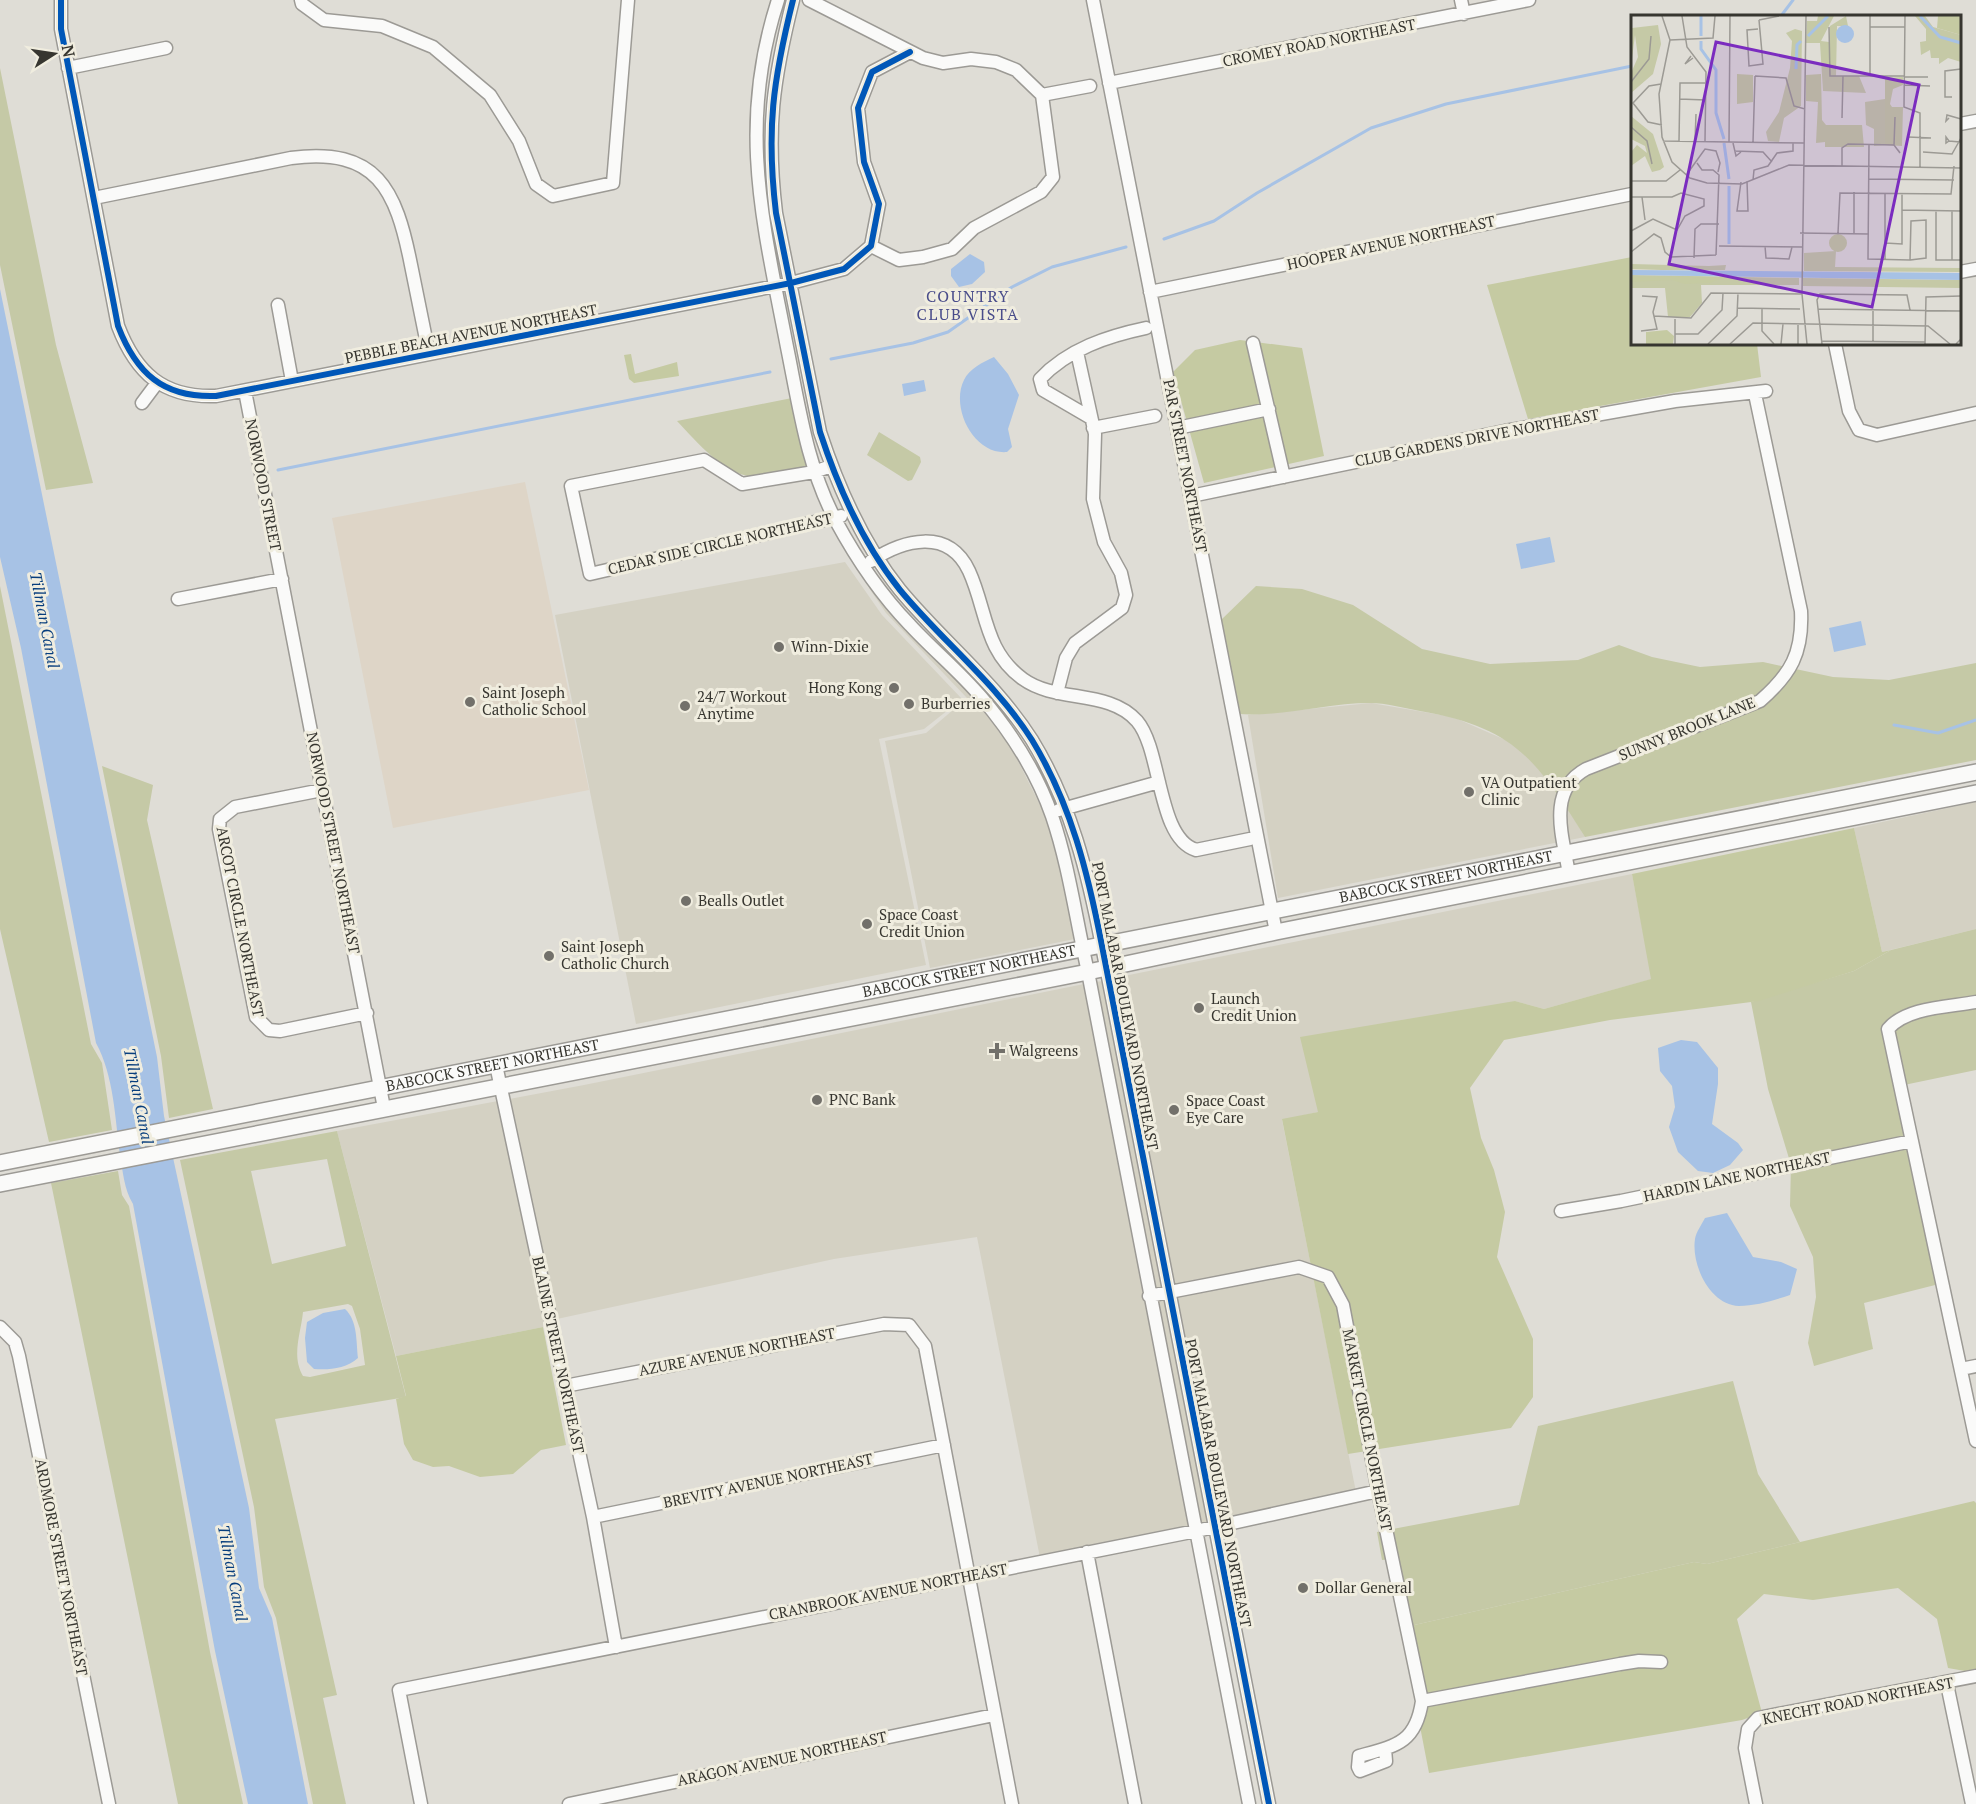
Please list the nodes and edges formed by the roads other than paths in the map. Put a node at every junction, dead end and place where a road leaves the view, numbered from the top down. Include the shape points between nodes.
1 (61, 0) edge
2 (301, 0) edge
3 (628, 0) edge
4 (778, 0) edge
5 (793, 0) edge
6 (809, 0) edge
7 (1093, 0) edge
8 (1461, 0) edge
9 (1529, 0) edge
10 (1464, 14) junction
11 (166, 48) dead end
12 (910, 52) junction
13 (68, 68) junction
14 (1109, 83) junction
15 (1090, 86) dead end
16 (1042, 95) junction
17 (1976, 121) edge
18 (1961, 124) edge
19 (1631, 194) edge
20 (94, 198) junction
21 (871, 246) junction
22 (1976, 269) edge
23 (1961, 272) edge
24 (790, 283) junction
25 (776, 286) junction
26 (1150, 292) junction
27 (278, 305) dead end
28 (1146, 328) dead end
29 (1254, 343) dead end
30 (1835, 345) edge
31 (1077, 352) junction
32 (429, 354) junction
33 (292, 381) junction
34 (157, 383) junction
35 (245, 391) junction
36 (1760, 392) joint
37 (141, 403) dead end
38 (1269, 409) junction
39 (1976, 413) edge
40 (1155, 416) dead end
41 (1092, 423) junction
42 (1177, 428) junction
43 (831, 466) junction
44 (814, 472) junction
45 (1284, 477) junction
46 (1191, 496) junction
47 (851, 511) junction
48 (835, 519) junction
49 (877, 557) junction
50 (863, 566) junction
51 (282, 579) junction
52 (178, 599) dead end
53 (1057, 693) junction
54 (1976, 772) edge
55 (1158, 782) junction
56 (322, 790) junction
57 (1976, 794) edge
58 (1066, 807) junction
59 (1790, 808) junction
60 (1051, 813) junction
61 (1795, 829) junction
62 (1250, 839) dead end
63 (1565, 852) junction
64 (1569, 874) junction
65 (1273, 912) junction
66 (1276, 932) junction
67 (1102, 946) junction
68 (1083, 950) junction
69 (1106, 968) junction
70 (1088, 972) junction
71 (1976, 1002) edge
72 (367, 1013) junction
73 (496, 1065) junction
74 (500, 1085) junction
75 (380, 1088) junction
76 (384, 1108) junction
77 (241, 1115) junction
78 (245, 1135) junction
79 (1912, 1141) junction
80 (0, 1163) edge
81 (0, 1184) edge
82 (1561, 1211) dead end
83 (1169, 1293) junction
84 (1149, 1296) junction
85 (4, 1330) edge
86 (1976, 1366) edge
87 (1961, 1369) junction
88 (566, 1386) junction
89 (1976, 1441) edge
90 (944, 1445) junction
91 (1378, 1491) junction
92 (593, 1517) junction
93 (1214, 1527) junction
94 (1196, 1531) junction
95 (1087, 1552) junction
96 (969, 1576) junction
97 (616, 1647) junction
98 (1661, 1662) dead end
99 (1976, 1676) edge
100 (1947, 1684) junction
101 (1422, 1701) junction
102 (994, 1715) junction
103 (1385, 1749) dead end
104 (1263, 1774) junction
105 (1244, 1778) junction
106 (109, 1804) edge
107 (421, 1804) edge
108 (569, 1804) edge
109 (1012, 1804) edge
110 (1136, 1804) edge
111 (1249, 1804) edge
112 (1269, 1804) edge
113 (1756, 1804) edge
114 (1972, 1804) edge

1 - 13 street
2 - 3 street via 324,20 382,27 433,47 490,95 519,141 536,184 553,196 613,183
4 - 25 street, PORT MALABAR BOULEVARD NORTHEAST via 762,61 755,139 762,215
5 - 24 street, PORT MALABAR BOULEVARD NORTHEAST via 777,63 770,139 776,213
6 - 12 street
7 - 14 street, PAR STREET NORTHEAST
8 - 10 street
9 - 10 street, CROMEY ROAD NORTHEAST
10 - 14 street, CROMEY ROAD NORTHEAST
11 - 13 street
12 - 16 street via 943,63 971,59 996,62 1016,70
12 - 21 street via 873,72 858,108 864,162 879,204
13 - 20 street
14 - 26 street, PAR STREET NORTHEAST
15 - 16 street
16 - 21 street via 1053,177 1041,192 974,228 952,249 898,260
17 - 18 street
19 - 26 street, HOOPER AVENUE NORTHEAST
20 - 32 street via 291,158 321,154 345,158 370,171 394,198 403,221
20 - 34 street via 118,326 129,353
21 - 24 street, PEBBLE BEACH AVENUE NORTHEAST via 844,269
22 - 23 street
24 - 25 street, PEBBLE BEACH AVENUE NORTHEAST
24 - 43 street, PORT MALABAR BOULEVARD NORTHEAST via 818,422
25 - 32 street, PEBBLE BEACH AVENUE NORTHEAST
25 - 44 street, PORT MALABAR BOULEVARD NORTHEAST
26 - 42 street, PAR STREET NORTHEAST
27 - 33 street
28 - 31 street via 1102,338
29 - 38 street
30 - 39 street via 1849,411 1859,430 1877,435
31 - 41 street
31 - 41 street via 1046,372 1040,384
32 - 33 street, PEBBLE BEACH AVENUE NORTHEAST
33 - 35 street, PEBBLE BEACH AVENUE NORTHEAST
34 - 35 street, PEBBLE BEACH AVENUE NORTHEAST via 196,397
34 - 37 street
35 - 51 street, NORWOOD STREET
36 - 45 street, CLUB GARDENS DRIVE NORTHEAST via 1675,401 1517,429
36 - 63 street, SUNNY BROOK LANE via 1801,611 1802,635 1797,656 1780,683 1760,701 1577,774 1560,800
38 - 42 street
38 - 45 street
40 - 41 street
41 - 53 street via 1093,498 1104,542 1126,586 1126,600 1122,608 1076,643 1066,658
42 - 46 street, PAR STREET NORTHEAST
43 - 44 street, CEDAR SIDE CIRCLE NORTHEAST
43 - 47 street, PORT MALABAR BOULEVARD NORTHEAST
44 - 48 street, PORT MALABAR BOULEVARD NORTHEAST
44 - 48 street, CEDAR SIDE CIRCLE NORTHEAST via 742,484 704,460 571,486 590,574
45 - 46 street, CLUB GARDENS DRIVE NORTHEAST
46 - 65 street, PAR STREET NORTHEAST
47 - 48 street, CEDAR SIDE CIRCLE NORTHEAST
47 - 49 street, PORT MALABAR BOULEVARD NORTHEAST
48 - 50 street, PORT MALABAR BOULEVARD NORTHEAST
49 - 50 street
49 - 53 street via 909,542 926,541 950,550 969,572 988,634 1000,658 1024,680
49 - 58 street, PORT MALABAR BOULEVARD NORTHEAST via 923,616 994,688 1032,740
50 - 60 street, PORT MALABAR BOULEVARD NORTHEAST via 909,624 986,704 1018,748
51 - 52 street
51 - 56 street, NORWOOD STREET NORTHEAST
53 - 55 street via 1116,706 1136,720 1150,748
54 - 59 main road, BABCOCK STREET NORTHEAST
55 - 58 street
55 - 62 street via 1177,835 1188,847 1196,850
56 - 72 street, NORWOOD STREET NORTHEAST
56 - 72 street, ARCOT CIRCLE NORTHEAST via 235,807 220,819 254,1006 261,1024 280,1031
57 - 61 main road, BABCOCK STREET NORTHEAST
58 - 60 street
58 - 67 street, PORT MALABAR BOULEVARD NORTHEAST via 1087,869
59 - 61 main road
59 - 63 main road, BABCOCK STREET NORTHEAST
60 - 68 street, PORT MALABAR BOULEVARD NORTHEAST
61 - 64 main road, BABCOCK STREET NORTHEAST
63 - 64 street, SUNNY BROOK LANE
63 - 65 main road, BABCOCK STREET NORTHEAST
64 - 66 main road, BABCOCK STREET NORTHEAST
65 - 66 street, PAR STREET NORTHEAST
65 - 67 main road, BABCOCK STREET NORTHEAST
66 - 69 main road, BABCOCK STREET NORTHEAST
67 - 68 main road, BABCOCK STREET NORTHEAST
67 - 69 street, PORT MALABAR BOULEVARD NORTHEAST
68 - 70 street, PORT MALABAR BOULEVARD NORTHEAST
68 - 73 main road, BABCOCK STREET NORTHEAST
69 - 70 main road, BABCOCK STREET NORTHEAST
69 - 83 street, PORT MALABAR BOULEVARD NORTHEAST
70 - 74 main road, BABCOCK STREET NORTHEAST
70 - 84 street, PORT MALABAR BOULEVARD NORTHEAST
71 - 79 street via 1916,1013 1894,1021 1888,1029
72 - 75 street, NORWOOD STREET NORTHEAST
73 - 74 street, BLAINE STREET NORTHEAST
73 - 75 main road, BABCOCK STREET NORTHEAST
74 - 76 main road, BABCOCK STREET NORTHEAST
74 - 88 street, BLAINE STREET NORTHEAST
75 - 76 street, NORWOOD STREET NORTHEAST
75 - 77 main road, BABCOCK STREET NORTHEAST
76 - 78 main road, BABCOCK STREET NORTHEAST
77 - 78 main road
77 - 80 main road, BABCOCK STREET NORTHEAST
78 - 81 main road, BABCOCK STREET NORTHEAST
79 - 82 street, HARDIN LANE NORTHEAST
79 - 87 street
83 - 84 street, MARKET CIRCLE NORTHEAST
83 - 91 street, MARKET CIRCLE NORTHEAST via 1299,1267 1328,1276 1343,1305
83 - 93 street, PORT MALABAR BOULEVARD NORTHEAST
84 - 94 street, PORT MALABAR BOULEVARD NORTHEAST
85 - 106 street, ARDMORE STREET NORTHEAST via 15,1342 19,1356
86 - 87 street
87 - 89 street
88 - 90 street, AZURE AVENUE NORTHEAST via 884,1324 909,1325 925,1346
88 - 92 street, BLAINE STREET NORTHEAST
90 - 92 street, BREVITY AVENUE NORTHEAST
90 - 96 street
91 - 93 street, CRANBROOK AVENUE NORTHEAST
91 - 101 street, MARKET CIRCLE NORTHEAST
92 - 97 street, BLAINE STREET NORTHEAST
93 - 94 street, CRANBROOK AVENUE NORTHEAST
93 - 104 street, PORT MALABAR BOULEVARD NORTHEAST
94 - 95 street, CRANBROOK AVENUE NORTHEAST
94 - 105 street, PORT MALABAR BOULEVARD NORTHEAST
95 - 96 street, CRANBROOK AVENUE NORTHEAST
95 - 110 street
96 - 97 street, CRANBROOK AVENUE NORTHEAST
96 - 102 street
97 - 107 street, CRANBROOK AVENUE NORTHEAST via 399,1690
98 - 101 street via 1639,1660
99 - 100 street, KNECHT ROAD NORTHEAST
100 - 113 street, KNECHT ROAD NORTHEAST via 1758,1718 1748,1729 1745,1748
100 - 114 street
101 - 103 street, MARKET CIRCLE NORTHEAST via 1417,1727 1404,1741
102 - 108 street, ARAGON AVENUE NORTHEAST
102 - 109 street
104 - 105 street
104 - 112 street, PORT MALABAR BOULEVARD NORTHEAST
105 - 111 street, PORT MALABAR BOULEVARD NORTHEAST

## GOAL OF THE EXERCISE
Among the entries above, some lines may hold the string "CLUB". State how many, and give nothing but the number.

## REPLY TO THE TASK
2